Data -
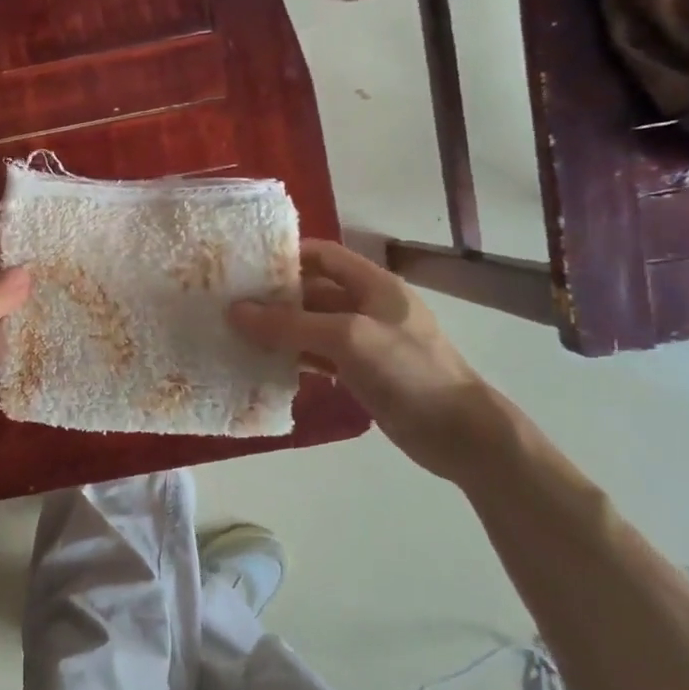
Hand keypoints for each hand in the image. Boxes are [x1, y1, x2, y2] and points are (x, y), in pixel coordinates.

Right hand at [228, 238, 499, 477]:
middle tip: (228, 303)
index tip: (244, 267)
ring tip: (235, 332)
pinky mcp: (361, 373)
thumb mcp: (347, 338)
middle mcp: (367, 306)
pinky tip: (262, 363)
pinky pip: (318, 355)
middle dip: (274, 296)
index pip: (323, 255)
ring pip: (312, 325)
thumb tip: (235, 311)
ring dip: (279, 328)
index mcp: (373, 284)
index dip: (286, 256)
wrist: (460, 434)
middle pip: (312, 290)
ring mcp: (364, 341)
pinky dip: (292, 356)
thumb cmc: (408, 371)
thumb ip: (290, 324)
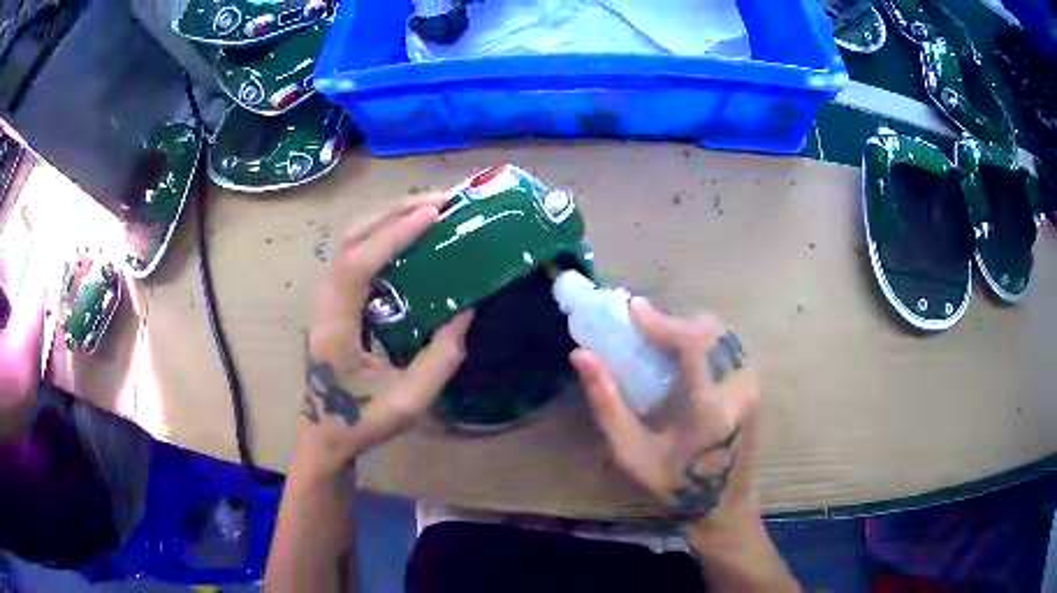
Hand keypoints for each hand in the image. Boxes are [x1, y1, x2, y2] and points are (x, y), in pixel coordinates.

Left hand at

Action item - All lines above from the one holding "middle mcp: (367, 306)" to the one holding "thumb ip: (290, 324)", inclusive, are to be copied exactly; no other line is wanted.

Solution to this task -
middle mcp: (367, 306)
pinky tip: (262, 363)
pinky pip: (318, 355)
middle dip: (274, 296)
index pip: (323, 255)
ring pip: (312, 325)
thumb tip: (235, 311)
ring dip: (279, 328)
index mcp: (373, 284)
index dip: (286, 256)
wrist: (460, 434)
middle pip: (312, 290)
ring mcp: (364, 341)
pinky dip: (292, 356)
thumb cmc: (408, 371)
thumb ip: (290, 324)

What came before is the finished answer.